Present each line of the entries below that holds the word "إسبانيا".

The data START

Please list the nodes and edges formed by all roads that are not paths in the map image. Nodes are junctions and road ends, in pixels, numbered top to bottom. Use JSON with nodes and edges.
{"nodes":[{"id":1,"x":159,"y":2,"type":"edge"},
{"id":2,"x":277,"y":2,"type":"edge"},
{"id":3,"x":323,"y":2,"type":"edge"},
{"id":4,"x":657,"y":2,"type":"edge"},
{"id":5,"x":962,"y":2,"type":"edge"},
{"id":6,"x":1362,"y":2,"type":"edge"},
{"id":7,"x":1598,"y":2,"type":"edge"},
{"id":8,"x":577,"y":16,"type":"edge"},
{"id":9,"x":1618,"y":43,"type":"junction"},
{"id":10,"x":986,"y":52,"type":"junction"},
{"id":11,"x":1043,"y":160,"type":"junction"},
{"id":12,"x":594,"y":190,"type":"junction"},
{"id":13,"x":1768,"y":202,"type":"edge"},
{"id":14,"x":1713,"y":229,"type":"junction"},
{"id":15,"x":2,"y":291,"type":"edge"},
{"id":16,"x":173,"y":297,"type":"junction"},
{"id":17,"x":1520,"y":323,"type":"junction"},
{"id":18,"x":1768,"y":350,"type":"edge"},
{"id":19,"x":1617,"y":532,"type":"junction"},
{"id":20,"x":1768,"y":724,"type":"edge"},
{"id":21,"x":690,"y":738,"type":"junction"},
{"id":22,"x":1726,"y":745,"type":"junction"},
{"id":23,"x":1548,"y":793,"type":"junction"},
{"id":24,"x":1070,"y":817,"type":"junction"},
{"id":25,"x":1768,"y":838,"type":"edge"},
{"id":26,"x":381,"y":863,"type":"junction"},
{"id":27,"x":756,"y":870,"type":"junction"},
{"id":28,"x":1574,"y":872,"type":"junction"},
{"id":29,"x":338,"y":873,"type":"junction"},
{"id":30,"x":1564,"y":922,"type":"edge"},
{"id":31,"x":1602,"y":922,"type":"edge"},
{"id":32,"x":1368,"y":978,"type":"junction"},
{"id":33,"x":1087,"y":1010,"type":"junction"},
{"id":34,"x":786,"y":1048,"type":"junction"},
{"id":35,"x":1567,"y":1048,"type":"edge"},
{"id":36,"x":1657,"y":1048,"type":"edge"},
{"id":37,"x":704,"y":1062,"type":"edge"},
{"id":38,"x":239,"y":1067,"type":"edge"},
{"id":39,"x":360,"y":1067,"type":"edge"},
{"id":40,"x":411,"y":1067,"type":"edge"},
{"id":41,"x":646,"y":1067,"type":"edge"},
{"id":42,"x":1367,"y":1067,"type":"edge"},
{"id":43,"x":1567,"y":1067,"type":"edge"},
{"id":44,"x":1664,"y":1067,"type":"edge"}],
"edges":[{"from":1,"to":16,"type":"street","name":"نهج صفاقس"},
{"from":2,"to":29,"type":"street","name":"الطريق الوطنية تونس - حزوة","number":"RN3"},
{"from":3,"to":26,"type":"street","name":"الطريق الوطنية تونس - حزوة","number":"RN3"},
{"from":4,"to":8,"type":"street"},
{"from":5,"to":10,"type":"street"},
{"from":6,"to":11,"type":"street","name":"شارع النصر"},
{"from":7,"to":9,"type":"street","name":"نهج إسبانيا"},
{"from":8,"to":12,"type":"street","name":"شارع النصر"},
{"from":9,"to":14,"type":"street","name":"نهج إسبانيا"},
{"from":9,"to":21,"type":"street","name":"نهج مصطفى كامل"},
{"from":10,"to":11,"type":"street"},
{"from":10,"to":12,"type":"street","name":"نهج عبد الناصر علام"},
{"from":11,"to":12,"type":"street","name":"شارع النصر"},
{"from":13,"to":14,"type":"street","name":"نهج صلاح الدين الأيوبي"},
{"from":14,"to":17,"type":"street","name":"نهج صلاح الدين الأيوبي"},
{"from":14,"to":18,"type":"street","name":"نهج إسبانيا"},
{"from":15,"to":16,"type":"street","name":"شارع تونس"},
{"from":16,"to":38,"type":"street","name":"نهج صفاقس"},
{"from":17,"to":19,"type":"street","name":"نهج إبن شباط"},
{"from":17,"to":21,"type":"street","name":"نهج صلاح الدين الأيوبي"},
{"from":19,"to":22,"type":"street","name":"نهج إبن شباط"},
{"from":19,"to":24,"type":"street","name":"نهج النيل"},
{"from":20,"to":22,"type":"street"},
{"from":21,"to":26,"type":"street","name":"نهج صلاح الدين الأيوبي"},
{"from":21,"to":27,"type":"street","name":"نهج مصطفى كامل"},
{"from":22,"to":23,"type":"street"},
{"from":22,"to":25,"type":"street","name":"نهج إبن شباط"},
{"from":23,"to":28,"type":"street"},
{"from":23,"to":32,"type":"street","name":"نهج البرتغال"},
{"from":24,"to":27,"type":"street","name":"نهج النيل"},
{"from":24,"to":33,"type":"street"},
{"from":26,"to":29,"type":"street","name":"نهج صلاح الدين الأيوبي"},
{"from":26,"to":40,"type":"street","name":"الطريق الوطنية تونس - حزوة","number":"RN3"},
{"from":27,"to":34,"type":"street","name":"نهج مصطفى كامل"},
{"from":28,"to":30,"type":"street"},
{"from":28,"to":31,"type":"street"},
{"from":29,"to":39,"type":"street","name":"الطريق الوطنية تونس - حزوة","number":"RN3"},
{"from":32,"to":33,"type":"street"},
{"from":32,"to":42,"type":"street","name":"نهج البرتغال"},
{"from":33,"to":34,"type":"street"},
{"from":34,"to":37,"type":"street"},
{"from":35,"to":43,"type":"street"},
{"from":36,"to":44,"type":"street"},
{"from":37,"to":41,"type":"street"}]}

The data END

■ **Solution to the exercise**:
{"from":7,"to":9,"type":"street","name":"نهج إسبانيا"},
{"from":9,"to":14,"type":"street","name":"نهج إسبانيا"},
{"from":14,"to":18,"type":"street","name":"نهج إسبانيا"},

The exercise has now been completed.